Our model now suggests the GCD unit will finish four transactions on cycle 26 instead of finishing on cycle 29. Conducting a similar experiment in an RTL model would require significant changes to the datapath and control unit, while experimenting with such cycle-level behavior in a CL model is much easier.

Simple Cache CL Model

We now examine a more involved CL model for a specific target cache design. The target cache includes cachereq/cacheresp interfaces for the unit that wants to use the cache, and memreq/memresp interfaces for connecting the cache to main memory. We will be modeling a relatively simple cache that is direct-mapped, write-through, and no-write-allocate. The cache will have eight single-word cache lines and will only support full-word cache requests.
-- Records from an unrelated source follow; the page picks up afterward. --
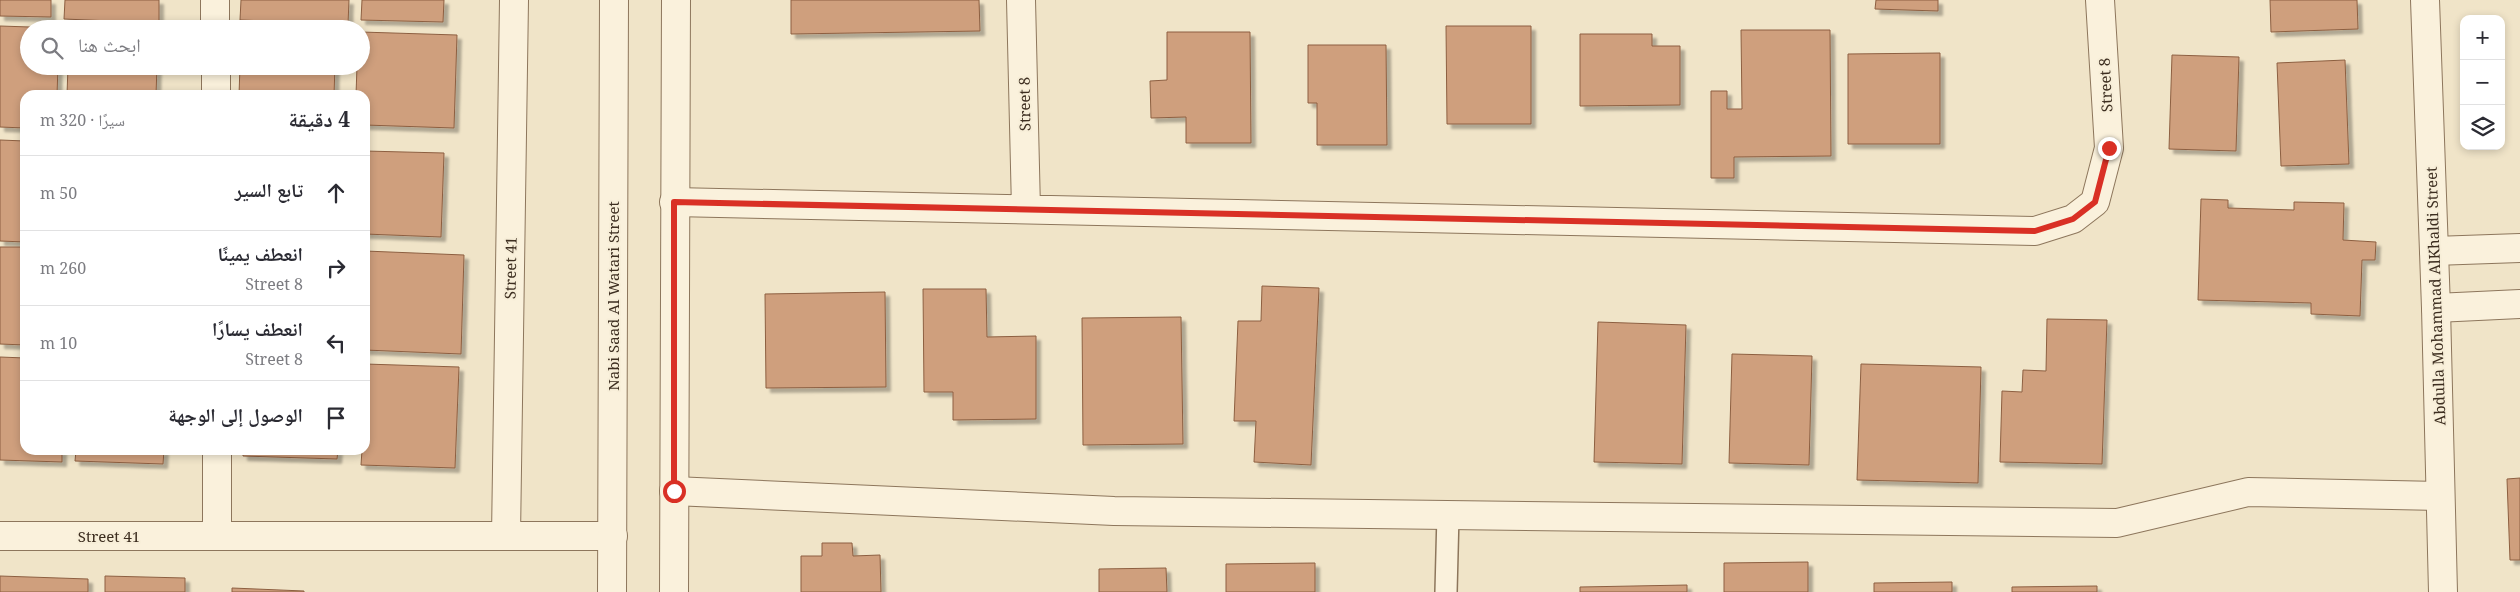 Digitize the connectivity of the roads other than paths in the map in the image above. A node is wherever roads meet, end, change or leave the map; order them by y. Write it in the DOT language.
graph roads {
  1 [pos="215,0"];
  2 [pos="514,0"];
  3 [pos="614,0"];
  4 [pos="676,0"];
  5 [pos="1021,0"];
  6 [pos="2100,0"];
  7 [pos="2425,0"];
  8 [pos="216,20"];
  9 [pos="216,75"];
  10 [pos="216,90"];
  11 [pos="674,202"];
  12 [pos="1026,209"];
  13 [pos="2520,248"];
  14 [pos="2434,251"];
  15 [pos="2520,304"];
  16 [pos="2436,308"];
  17 [pos="217,455"];
  18 [pos="674,491"];
  19 [pos="2440,496"];
  20 [pos="1448,514"];
  21 [pos="0,536"];
  22 [pos="217,536"];
  23 [pos="506,536"];
  24 [pos="613,536"];
  25 [pos="612,592"];
  26 [pos="674,592"];
  27 [pos="1446,592"];
  28 [pos="2443,592"];
  1 -- 8 [label="street"];
  2 -- 23 [label="street, Street 41"];
  3 -- 24 [label="street, Nabi Saad Al Watari Street"];
  4 -- 11 [label="street"];
  5 -- 12 [label="street, Street 8"];
  6 -- 12 [label="street, Street 8"];
  7 -- 14 [label="street, Abdulla Mohammad AlKhaldi Street"];
  9 -- 10 [label="street"];
  11 -- 12 [label="street, Street 8"];
  11 -- 18 [label="street"];
  13 -- 14 [label="street"];
  14 -- 16 [label="street, Abdulla Mohammad AlKhaldi Street"];
  15 -- 16 [label="street"];
  16 -- 19 [label="street, Abdulla Mohammad AlKhaldi Street"];
  17 -- 22 [label="street"];
  18 -- 20 [label="street"];
  18 -- 26 [label="street"];
  19 -- 20 [label="street"];
  19 -- 28 [label="street, Abdulla Mohammad AlKhaldi Street"];
  20 -- 27 [label="lane"];
  21 -- 22 [label="street, Street 41"];
  22 -- 23 [label="street, Street 41"];
  23 -- 24 [label="street, Street 41"];
  24 -- 25 [label="street, Nabi Saad Al Watari Street"];
} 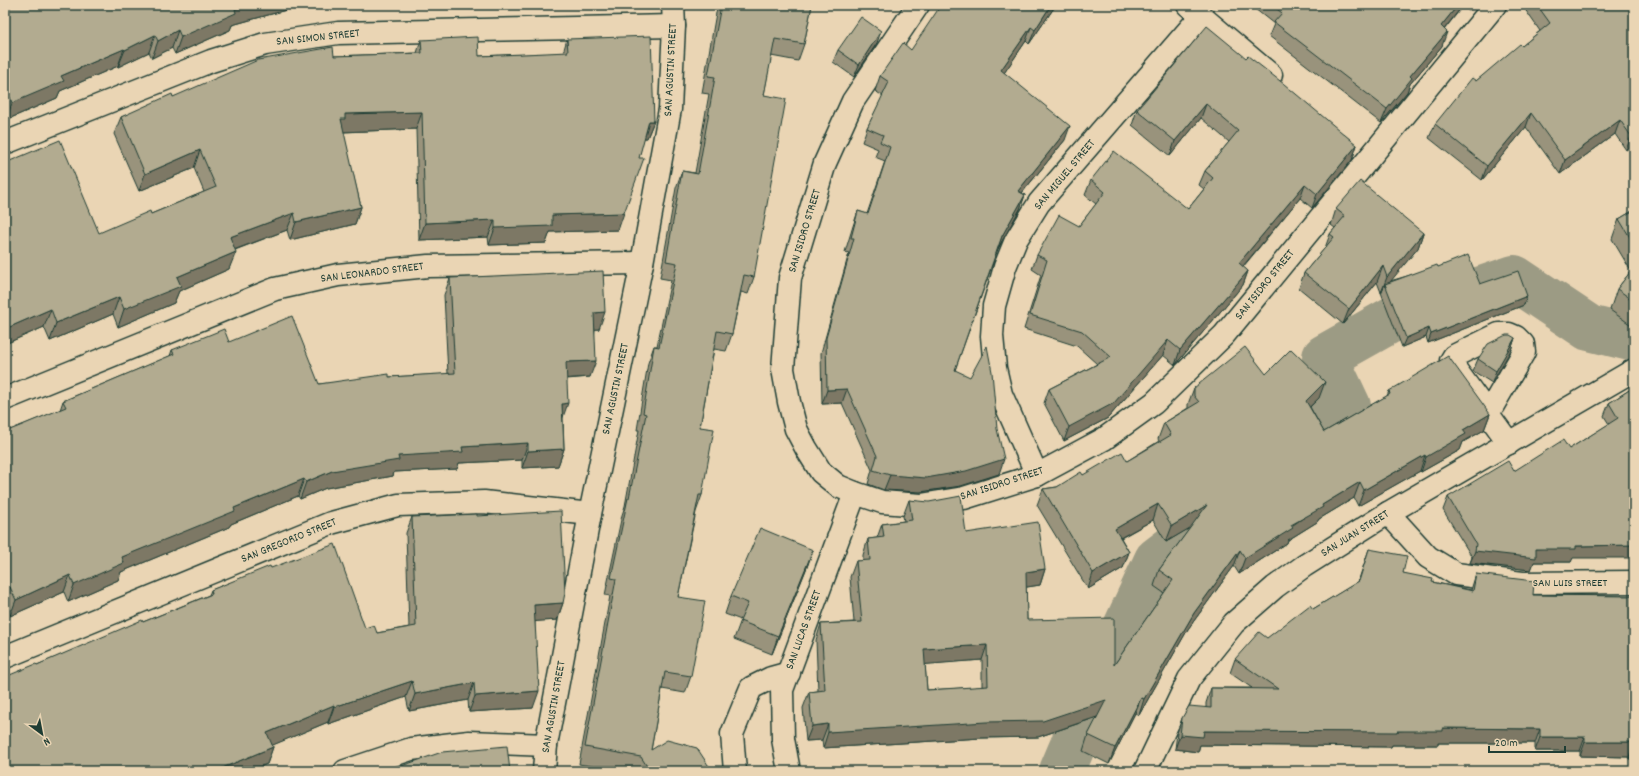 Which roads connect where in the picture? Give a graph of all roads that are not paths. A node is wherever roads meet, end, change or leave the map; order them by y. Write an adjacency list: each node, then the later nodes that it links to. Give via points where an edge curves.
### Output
1 (918, 5): 13 (street, SAN ISIDRO STREET, via 853,101 825,162 790,278 783,369 796,429 821,472 838,486)
2 (1496, 5): 12 (street, SAN ISIDRO STREET, via 1363,153 1224,335 1154,403 1104,439)
3 (1195, 10): 5 (street); 12 (street, SAN MIGUEL STREET, via 1040,203 1016,240 1005,267 994,306 992,336 995,368 1001,394)
4 (674, 15): 6 (street, SAN SIMON STREET, via 338,33 265,44 211,60); 7 (street, SAN AGUSTIN STREET, via 670,109)
5 (1285, 87)
6 (5, 143)
7 (642, 263): 9 (street, SAN LEONARDO STREET, via 428,266 338,275 275,289); 15 (street, SAN AGUSTIN STREET)
8 (1634, 370): 11 (street, SAN JUAN STREET)
9 (5, 399)
10 (1488, 414): 11 (street)
11 (1509, 443): 14 (street, SAN JUAN STREET)
12 (1037, 475): 13 (street, SAN ISIDRO STREET, via 964,498 921,505 882,502)
13 (855, 493): 18 (street, SAN LUCAS STREET)
14 (1388, 513): 16 (street, SAN LUIS STREET, via 1428,557 1456,574 1522,583); 24 (street, SAN JUAN STREET, via 1304,566 1275,587 1234,623 1190,679)
15 (590, 514): 17 (street, SAN GREGORIO STREET, via 484,502 398,505 331,523); 19 (street, SAN AGUSTIN STREET)
16 (1634, 582)
17 (5, 657)
18 (789, 673): 22 (street, via 751,688 732,734); 23 (street, SAN LUCAS STREET, via 782,690 783,739)
19 (546, 745): 20 (street, via 469,742 411,749); 21 (street, SAN AGUSTIN STREET)
20 (345, 771)
21 (544, 771)
22 (735, 771)
23 (789, 771)
24 (1145, 771) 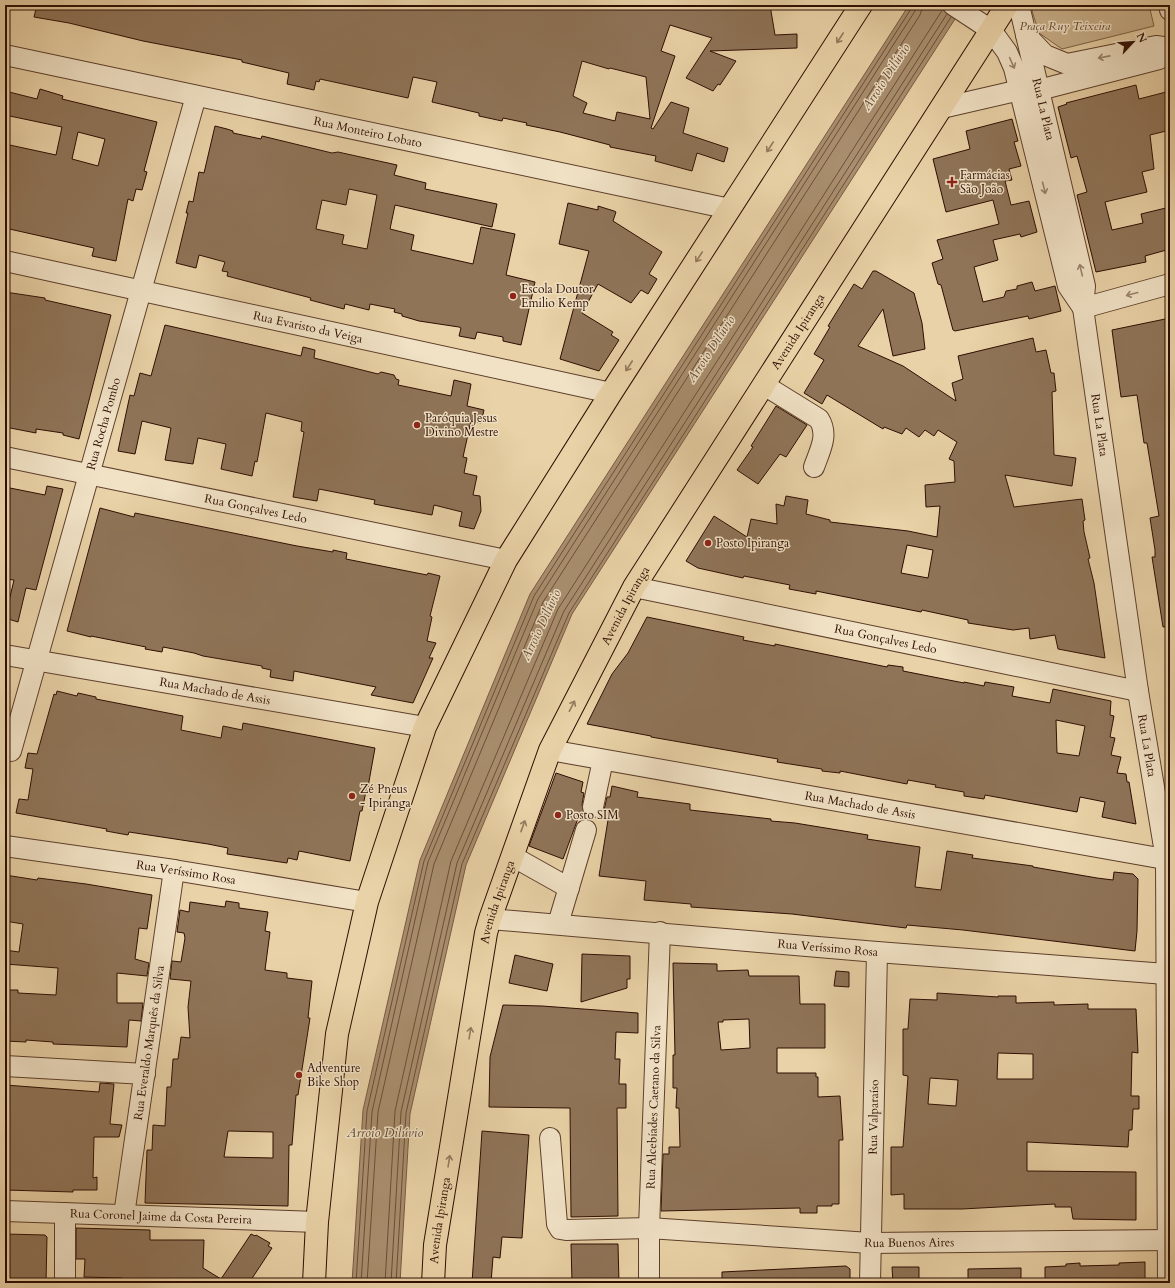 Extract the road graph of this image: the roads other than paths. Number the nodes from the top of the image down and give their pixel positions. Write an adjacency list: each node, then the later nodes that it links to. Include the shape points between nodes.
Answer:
1 (861, 5): 15 (main road, one-way to 15)
2 (1007, 5): 7 (main road, Avenida Ipiranga)
3 (1019, 5): 8 (street, Rua La Plata)
4 (1168, 5): 6 (street)
5 (958, 9): 7 (street)
6 (1170, 10)
7 (991, 30): 12 (street, Rua La Plata, one-way to 12); 14 (main road, Avenida Ipiranga)
8 (1026, 34): 9 (street, one-way to 8, via 1156,46 1067,64 1045,55); 12 (street, Rua La Plata)
9 (1170, 48)
10 (1170, 52): 12 (street, via 1159,59)
11 (5, 55): 13 (street, Rua Monteiro Lobato)
12 (1030, 90): 14 (street); 19 (street, Rua La Plata, via 1068,286)
13 (196, 96): 15 (street, Rua Monteiro Lobato); 18 (street, Rua Rocha Pombo)
14 (942, 108): 20 (main road, Avenida Ipiranga)
15 (730, 209): 21 (main road, one-way to 21)
16 (5, 261): 18 (street, Rua Evaristo da Veiga)
17 (1170, 284): 19 (street, one-way to 19)
18 (141, 291): 21 (street, Rua Evaristo da Veiga); 24 (street, Rua Rocha Pombo)
19 (1083, 308): 29 (street, Rua La Plata)
20 (764, 385): 23 (street, via 819,419 823,426 824,439); 26 (main road, Avenida Ipiranga)
21 (611, 393): 25 (main road)
22 (5, 457): 24 (street, Rua Gonçalves Ledo)
23 (814, 467)
24 (90, 474): 25 (street, Rua Gonçalves Ledo); 28 (street, Rua Rocha Pombo)
25 (506, 560): 30 (main road)
26 (634, 587): 29 (street, Rua Gonçalves Ledo); 31 (main road, Avenida Ipiranga, one-way to 26)
27 (5, 655): 28 (street, Rua Machado de Assis)
28 (37, 660): 30 (street, Rua Machado de Assis); 32 (street, Rua Rocha Pombo)
29 (1138, 691): 38 (street, Rua La Plata)
30 (425, 727): 41 (main road)
31 (550, 750): 33 (street, Rua Machado de Assis); 37 (main road, Avenida Ipiranga, one-way to 31)
32 (11, 751)
33 (603, 760): 34 (street); 38 (street, Rua Machado de Assis)
34 (593, 807)
35 (586, 830): 40 (street)
36 (5, 846): 39 (street, Rua Veríssimo Rosa)
37 (512, 856): 40 (street); 42 (main road, Avenida Ipiranga)
38 (1168, 859): 46 (street, Rua La Plata)
39 (174, 870): 41 (street, Rua Veríssimo Rosa); 48 (street, Rua Everaldo Marquês da Silva)
40 (569, 888): 43 (street)
41 (367, 902): 53 (main road, via 337,1034)
42 (490, 919): 43 (street, Rua Veríssimo Rosa); 59 (main road, Avenida Ipiranga, one-way to 42, via 435,1245)
43 (558, 924): 44 (street, Rua Veríssimo Rosa)
44 (660, 932): 45 (street, Rua Veríssimo Rosa); 54 (street, Rua Alcebíades Caetano da Silva)
45 (876, 952): 46 (street, Rua Veríssimo Rosa); 56 (street, Rua Valparaíso)
46 (1166, 974): 55 (street, Rua La Plata)
47 (5, 1066): 48 (street)
48 (145, 1074): 52 (street, Rua Everaldo Marquês da Silva)
49 (550, 1138): 54 (street, Rua Buenos Aires, via 556,1224 560,1229)
50 (5, 1211): 51 (street, Rua Coronel Jaime da Costa Pereira)
51 (66, 1214): 52 (street, Rua Coronel Jaime da Costa Pereira); 57 (street)
52 (124, 1215): 53 (street, Rua Coronel Jaime da Costa Pereira)
53 (317, 1222): 58 (main road)
54 (649, 1228): 56 (street, Rua Buenos Aires); 60 (street, Rua Alcebíades Caetano da Silva)
55 (1169, 1240): 56 (street, Rua Buenos Aires); 62 (street, Rua La Plata)
56 (870, 1244): 61 (street, Rua Valparaíso)
57 (65, 1283)
58 (314, 1283)
59 (433, 1283)
60 (649, 1283)
61 (870, 1283)
62 (1168, 1283)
You can run all of the tests for the cache CL model like this:

 % cd $BUILDDIR
 % py.test ../cache_cl

The sequential concurrent block for modeling the cycle-level behavior of the cache is shown below.

    @s.tick_cl
    def tick():

      # Tick adapters

      s.cachereq_q.xtick()
      s.cacheresp_q.xtick()

      s.memreq_q.xtick()
      s.memresp_q.xtick()

      # Some constants to simplify the code

      s.READ  = s.cache_ifc_dtypes.req.TYPE_READ
      s.WRITE = s.cache_ifc_dtypes.req.TYPE_WRITE

      # If we are not waiting for a memory response ...

      if not s.wait_bit and not s.cachereq_q.empty() \
                        and not s.memreq_q.full() \
                        and not s.cacheresp_q.full():

        cachereq = s.cachereq_q.deq()

        if   cachereq.type_ == s.WRITE : s.process_cachereq_write( cachereq )
        elif cachereq.type_ == s.READ  : s.process_cachereq_read ( cachereq )
        else                           : assert False

      # If we are waiting for a memory response ...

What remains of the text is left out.